**Action item**.
What lines below mention the word "Emas"? Copy each one.

**Supplied data**.
- Opening Delimiter -

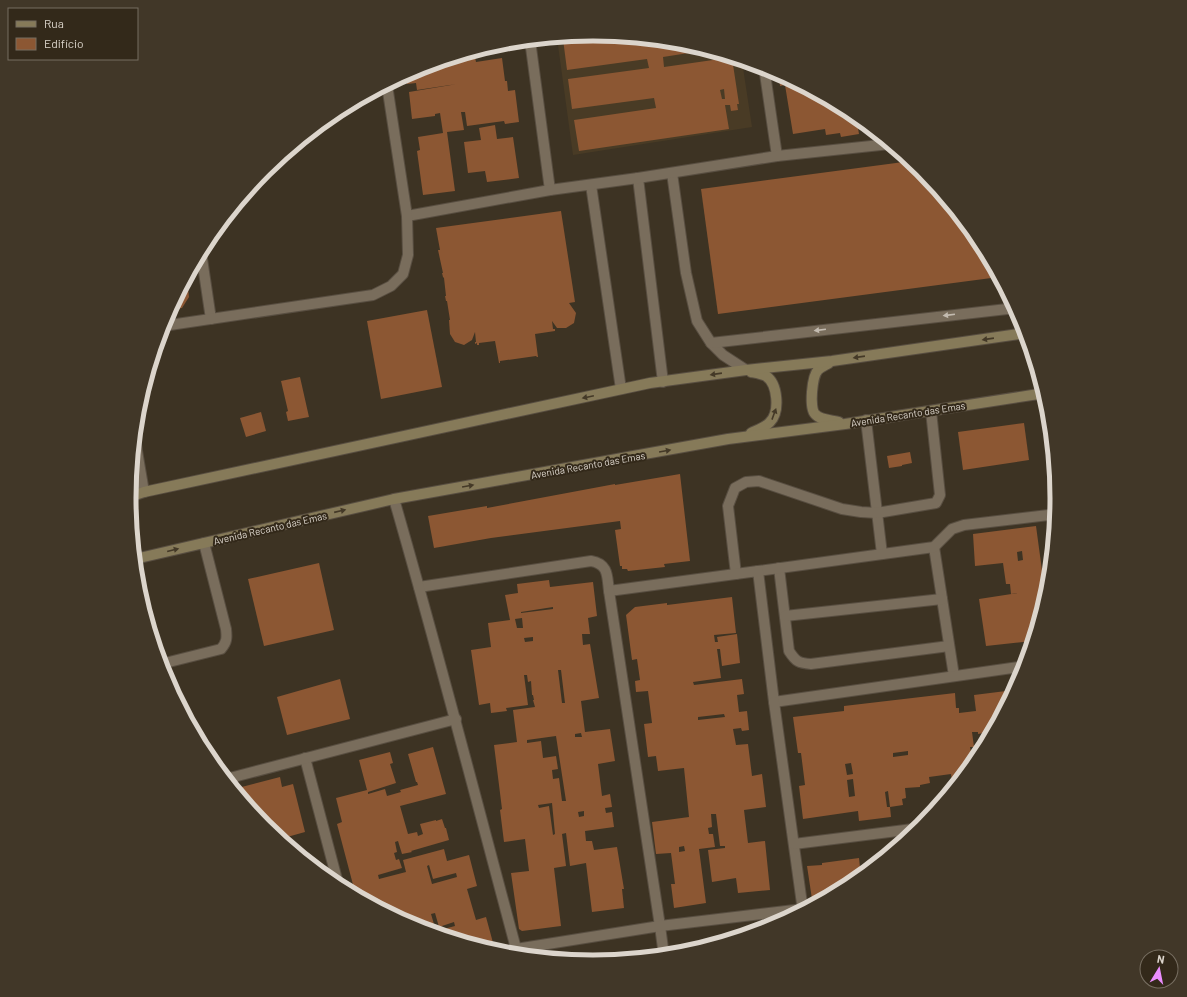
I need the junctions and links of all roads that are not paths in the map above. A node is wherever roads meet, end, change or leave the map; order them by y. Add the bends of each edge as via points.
1 (531, 46) edge
2 (765, 74) edge
3 (388, 90) edge
4 (883, 145) edge
5 (777, 156) junction
6 (672, 172) junction
7 (638, 178) junction
8 (591, 185) junction
9 (550, 190) junction
10 (407, 216) junction
11 (202, 261) edge
12 (1010, 309) edge
13 (211, 319) junction
14 (170, 325) edge
15 (1020, 334) edge
16 (711, 343) junction
17 (832, 361) junction
18 (746, 370) junction
19 (663, 382) junction
20 (621, 390) junction
21 (1039, 395) edge
22 (931, 411) junction
23 (866, 420) junction
24 (845, 424) junction
25 (744, 437) junction
26 (138, 458) edge
27 (144, 492) junction
28 (136, 494) edge
29 (394, 499) junction
30 (877, 513) junction
31 (1050, 515) edge
32 (204, 543) junction
33 (934, 546) junction
34 (882, 554) junction
35 (140, 558) edge
36 (779, 568) junction
37 (758, 571) junction
38 (736, 574) junction
39 (419, 587) junction
40 (609, 591) junction
41 (942, 599) junction
42 (785, 616) junction
43 (949, 646) junction
44 (166, 663) edge
45 (1019, 667) edge
46 (954, 676) junction
47 (774, 702) junction
48 (456, 719) junction
49 (305, 758) junction
50 (231, 778) edge
51 (909, 830) edge
52 (794, 844) junction
53 (336, 877) edge
54 (802, 906) edge
55 (791, 911) edge
56 (660, 926) junction
57 (516, 949) edge
58 (663, 950) edge
59 (525, 951) edge

1 - 9 street
2 - 5 street
3 - 10 street
4 - 5 street
5 - 6 street
6 - 7 street
6 - 16 street via 689,287 697,321
7 - 8 street
7 - 19 street
8 - 9 street
8 - 20 street
9 - 10 street
10 - 13 street via 408,255 403,274 391,286 373,295
11 - 13 street
12 -> 16 street
13 - 14 street
15 -> 17 main road
16 - 18 street via 723,355
17 - 18 main road
17 - 24 main road via 818,370 813,382 812,409 820,417
18 -> 19 main road
25 -> 18 main road via 770,424 776,408 774,387 770,380 766,376
19 - 20 main road
20 -> 27 main road
21 - 22 main road, Avenida Recanto das Emas
22 - 23 main road, Avenida Recanto das Emas
22 - 30 street via 940,495 936,503
23 - 24 main road, Avenida Recanto das Emas
23 - 30 street
24 - 25 main road, Avenida Recanto das Emas
29 -> 25 main road, Avenida Recanto das Emas
26 - 27 street
27 - 28 main road
32 -> 29 main road, Avenida Recanto das Emas
29 - 39 street
30 - 34 street
30 - 38 street via 842,509 759,481 746,482 735,488 728,506
31 - 33 street via 964,525 952,529
35 -> 32 main road, Avenida Recanto das Emas
32 - 44 street via 226,629 226,643 221,648
33 - 34 street
33 - 41 street
34 - 36 street
36 - 37 street
36 - 42 street
37 - 38 street
37 - 47 street
38 - 40 street
39 - 40 street via 591,561 597,562 606,570
39 - 48 street
40 - 56 street
41 - 42 street
41 - 43 street
42 - 43 street via 789,650 794,659 801,663 811,664
43 - 46 street
45 - 46 street
46 - 47 street
47 - 52 street
48 - 49 street
48 - 57 street
49 - 50 street
49 - 53 street
51 - 52 street
52 - 54 street
55 - 56 street
56 - 58 street
56 - 59 street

- Closing Delimiter -

**Task response**.
21 - 22 main road, Avenida Recanto das Emas
22 - 23 main road, Avenida Recanto das Emas
23 - 24 main road, Avenida Recanto das Emas
24 - 25 main road, Avenida Recanto das Emas
29 -> 25 main road, Avenida Recanto das Emas
32 -> 29 main road, Avenida Recanto das Emas
35 -> 32 main road, Avenida Recanto das Emas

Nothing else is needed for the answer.